PLASTIC DORIANNE IN LOVE (Performance by Beatriz Millar)
Beatriz Millar's artistic research on the many contradictions of our times continues with an innovative and challenging performance centered on ideas of essence and purity, entitled Plastic Dorianne in Love.
In preparation for this performance, the artist undertook an intensive vocal training that lasted over one year, targeted at discovering and mastering her real, unadulterated voice. Using her voice as the medium, Millar intends to break aesthetic and formal conventions focusing on the essential, employing her breath as the vessel of communication between her heart, her emotions and the world.
The Plastic Dorianne is the manifestation of Millar’s alter ego, presented in this performance as a silicone life size sculpture resembling the artist herself with exaggerated, hypertrophic features. This plastic clone seems to convey all the physical qualities sought after in our contemporary times. With her matte and toned skin, pumped up lips, large eyes, bulging breasts and fit body, Dorianne is encountered by the viewer while seated at a black, self-playing piano decorated by Millar with tribal tattoos.

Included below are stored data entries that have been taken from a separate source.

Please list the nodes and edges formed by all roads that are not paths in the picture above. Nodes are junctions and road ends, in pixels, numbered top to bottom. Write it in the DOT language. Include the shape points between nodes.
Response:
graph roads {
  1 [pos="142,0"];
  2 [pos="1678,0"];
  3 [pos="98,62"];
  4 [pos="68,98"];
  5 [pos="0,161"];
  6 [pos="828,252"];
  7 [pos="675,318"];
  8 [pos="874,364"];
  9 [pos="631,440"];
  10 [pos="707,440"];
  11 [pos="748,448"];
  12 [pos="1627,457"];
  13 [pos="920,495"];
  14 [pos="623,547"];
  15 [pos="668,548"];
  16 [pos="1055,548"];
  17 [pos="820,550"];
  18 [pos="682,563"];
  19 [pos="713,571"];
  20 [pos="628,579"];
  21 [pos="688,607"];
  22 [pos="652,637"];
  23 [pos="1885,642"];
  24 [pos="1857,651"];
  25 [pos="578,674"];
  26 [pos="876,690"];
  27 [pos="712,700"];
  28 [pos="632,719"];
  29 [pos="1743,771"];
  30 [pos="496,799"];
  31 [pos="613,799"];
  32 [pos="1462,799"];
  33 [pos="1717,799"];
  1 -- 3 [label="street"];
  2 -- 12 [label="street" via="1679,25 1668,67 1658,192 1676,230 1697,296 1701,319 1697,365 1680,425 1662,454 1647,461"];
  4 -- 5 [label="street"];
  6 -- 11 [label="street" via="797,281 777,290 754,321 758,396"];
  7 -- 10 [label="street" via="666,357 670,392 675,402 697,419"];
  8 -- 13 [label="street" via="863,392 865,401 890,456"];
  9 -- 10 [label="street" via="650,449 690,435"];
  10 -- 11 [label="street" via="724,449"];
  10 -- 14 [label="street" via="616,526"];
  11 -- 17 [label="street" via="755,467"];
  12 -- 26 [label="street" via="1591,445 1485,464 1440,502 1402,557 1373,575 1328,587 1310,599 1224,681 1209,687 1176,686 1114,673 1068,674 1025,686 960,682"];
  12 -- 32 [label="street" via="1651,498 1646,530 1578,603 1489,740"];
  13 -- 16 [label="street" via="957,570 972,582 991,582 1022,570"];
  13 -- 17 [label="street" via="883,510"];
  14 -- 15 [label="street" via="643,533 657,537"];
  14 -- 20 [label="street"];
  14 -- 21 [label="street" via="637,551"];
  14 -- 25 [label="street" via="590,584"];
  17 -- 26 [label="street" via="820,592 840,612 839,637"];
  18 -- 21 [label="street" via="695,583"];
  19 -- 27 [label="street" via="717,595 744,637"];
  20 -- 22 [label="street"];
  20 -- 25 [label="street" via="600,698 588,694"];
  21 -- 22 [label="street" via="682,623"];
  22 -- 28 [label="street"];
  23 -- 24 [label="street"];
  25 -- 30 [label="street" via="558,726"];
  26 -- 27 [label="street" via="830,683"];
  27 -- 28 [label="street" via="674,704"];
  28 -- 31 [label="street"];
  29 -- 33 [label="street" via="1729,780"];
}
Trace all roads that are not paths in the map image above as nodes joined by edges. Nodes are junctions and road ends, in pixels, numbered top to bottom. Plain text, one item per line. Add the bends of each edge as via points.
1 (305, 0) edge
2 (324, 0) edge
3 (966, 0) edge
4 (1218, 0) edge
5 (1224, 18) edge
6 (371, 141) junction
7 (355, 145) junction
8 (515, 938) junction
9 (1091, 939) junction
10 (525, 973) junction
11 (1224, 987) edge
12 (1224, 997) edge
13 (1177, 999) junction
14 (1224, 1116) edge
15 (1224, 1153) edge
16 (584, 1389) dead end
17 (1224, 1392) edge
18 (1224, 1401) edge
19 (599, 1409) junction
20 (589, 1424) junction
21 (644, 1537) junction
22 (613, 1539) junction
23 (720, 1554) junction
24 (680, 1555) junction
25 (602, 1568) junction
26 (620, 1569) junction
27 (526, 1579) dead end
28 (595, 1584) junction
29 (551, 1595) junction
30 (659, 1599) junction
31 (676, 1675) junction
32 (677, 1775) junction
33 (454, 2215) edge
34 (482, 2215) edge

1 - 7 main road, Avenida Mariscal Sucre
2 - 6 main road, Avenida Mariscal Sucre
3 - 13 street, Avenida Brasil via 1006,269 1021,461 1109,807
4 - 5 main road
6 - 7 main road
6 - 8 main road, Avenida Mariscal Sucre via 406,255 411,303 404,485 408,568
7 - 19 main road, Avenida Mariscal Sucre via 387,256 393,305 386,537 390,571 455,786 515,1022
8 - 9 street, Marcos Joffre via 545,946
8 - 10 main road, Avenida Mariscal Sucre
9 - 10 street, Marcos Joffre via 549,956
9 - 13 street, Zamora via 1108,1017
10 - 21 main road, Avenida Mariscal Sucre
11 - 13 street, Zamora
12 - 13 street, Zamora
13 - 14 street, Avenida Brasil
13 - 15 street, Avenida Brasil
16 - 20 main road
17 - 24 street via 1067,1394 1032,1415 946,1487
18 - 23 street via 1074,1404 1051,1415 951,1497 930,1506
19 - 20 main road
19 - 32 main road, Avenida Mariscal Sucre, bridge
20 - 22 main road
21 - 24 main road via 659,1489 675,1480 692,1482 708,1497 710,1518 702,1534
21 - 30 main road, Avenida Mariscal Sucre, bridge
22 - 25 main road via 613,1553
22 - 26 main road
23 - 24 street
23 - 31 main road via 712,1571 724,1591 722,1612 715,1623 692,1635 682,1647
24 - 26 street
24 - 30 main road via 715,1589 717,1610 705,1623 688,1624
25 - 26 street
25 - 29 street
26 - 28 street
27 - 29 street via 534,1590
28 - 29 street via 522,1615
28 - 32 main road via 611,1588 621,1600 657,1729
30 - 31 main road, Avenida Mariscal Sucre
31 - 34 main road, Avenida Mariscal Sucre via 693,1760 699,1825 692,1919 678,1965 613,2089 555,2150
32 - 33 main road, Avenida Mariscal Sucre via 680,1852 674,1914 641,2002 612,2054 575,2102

By way of these white-on-black drawings the artist recalls the tattoo trend popular in today’s Western culture, where the obsession with exhibitionism is matched by the reluctance to proudly carry wrinkles and scars, marks testifying our journey through life yet abhorred and disguised because of their revelatory and sincere qualities. The piano tattoos and the many cosmetic surgeries that Dorianne seems to have undertaken evoke the ideas of mask and disguise addressed by Millar, who cleverly creates a context in which the viewer encounters the epitome of fakeness and superficiality counterbalanced by the immaterial power of the artist’s voice, here played as an archaic musical instrument, connecting the physical realm - the flow of air caused by the expansion of the diaphragm - and the emotional realm.
The overall punk-rock, aggressive look of Plastic Dorianne is distanced by the musical repertoire chosen for the performance; a selection of eleven heartfelt love songs from the 30s, 40s and 50s interpreted by Beatriz Millar, who will be singing in the exhibition space wearing the same outfit and makeup of her enhanced clone, causing a visual and temporal short circuit. Moreover, Millar’s vocal performance has been recorded on CDs that will be available in the exhibition space for the performance attendees. The chosen songs exude passion, sentiment, playfulness and arrogance, covering a wide spectrum of emotion channeled and conveyed through the artist’s voice to her audience. Far from seeking musical perfection, Millar is determined to communicate in her most pure and un-modified voice, freed from constructions and constrictions.
The artist suggests a reflection on the efforts we dedicate chasing the illusion of eternal youth and beauty, consequently suppressing the nurturing of our inner self, which suffers in its imprisonment. If not utter self-deception, Millar seems to ask what is the ultimate purpose of a pointless battle against time. In fact, the obsessions we have developed for our outer “shell” often result in tragicomic narcissistic attempts that serve nothing but to reveal the weakness of the matter we are made of and the superficiality on which most human interactions are based. Thus, for the artist, one’s voice remains the strong bulwark of the heart, able to reveal weakness or strength, anger or composure, remaining unaffected by tragic attempts of fighting this battle in the name of shallow aesthetic contemplation.
Like a contemporary Dorian Gray, Millar wishes her synthetic counterpart Dorianne could absorb troubles, psychological conflicts and anxieties leaving her in a state of peaceful consciousness. Instead of hiding her counterpart from view like Oscar Wilde's character, the artist exhibits Plastic Dorianne in all her glorious beauty as an attempt at the disembodiment of truth from the physical form it inhabits. It certainly is not an easy task, being naked and exposed requires sacrifice and courage. The songs chosen by Millar are filled with melancholy. Almost all of them were written and performed during times of war and address the malleability and contradictory nature of human sentiments, often referring to the illusion of love. With Plastic Dorianne in Love, Millar reaches a new level of consciousness, putting aside diabolic pacts and appearances to concentrate on purity, seeking in her voice the immaterial, tormented essence of love.